Cena escura, João 1 é jogado no quarto.

JOÃO 1- Me tira daqui, eu já falei que eu não fiz nada, porra!

João se debate pelo espaço, chora!

JOÃO 2- Não adianta gritar, cara, eles não vão te tirar daqui!

João 1 olha pra ele com estranheza.

JOÃO 1- Poxa, cara. Eu não fiz nada, velho. Tava na rua, vindo do trampo. Eles simplesmente me pegaram, me jogaram dentro de um camburão e me jogaram aqui.

JOÃO 2- Quando se é negro, não precisa fazer algo pra ser culpado por alguma coisa.

JOÃO 1- Você está aqui há quanto tempo?

JOÃO 2- Me jogaram aqui ontem. Eu também não fiz nada além de existir!

JOÃO 1- Ouvi o cara falar que eu era o último. Será que acham que fazemos parte de alguma quadrilha e eu fui o último a ser pego?

JOÃO 2- Não sei, irmão. Sempre acham tantas coisas sobre a gente! Por que você não senta, não fica quieto? Tenho certeza que logo mais alguém deve aparecer por aqui pra nos dar alguma explicação.

JOÃO 1- Alguém já veio desde que você está aqui?

JOÃO 2- Não, só pra jogar isso que eles chamam de comida. Qual é o seu nome?

JOÃO 1- João!

JOÃO 2- Também sou João. Existem tantos Joões por aí, não é?

JOÃO 1- O que você acha que irão fazer com a gente?

JOÃO 2- Estou me perguntando isso desde que entrei aqui. Mas pensando pela nossa semelhança na raça e nome, suponho que eles têm algum problema com negros ou com Joões.
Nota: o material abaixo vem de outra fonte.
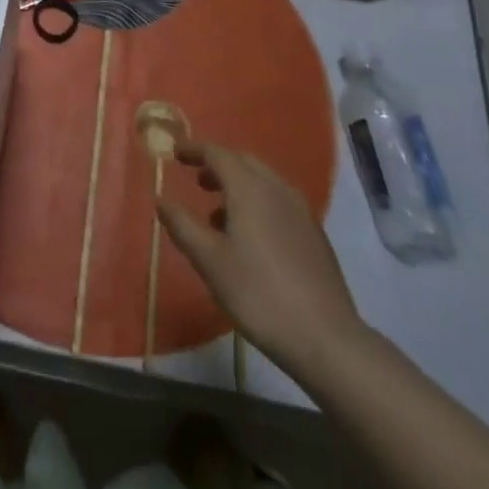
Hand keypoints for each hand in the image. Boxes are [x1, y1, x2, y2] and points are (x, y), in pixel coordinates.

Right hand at [157, 141, 366, 381]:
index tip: (176, 154)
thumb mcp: (209, 261)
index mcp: (249, 188)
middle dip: (217, 165)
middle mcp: (276, 188)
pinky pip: (279, 201)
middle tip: (196, 180)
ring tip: (218, 215)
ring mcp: (300, 210)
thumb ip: (182, 225)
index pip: (217, 153)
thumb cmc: (259, 294)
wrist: (326, 339)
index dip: (194, 150)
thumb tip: (161, 199)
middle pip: (243, 161)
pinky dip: (257, 203)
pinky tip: (251, 238)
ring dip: (238, 186)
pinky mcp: (314, 234)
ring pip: (263, 181)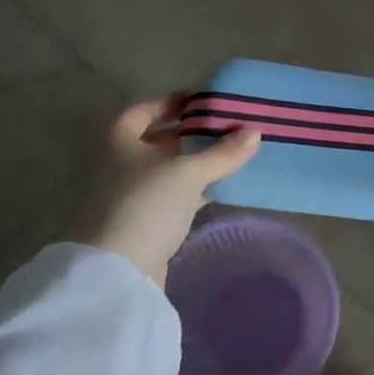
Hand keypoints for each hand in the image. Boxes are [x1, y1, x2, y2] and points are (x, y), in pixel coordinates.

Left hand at [70, 96, 261, 287]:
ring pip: (164, 172)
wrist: (118, 271)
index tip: (198, 102)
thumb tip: (255, 131)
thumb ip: (222, 153)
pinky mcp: (141, 225)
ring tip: (226, 157)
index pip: (141, 112)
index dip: (167, 104)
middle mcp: (119, 166)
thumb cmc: (147, 205)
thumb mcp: (189, 173)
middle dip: (186, 135)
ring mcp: (128, 198)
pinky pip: (169, 199)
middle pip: (154, 142)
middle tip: (221, 129)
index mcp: (120, 142)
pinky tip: (215, 192)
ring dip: (191, 165)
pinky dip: (190, 192)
JOÃO 1- Creio que você também não seja rico.

JOÃO 2- Geralmente não somos. Geralmente somos dos lugares mais excluídos. Ninguém sabe ao certo como vivemos, então representamos uma coisa só e quase sempre, a coisa que nem todos gostam ou querem ver.

JOÃO 1- Como deve estar minha velha agora? Deve estar doida atrás de mim. Eu sempre tinha horário pra chegar e quando ia demorar, sempre avisava.

JOÃO 2- É, eu também! Elas sempre querem saber por onde estamos e pra onde vamos, né? Deve ser porque no fundo, elas sabem que podemos sumir a qualquer momento. Ser negro é viver sem saber onde estão os caminhos seguros.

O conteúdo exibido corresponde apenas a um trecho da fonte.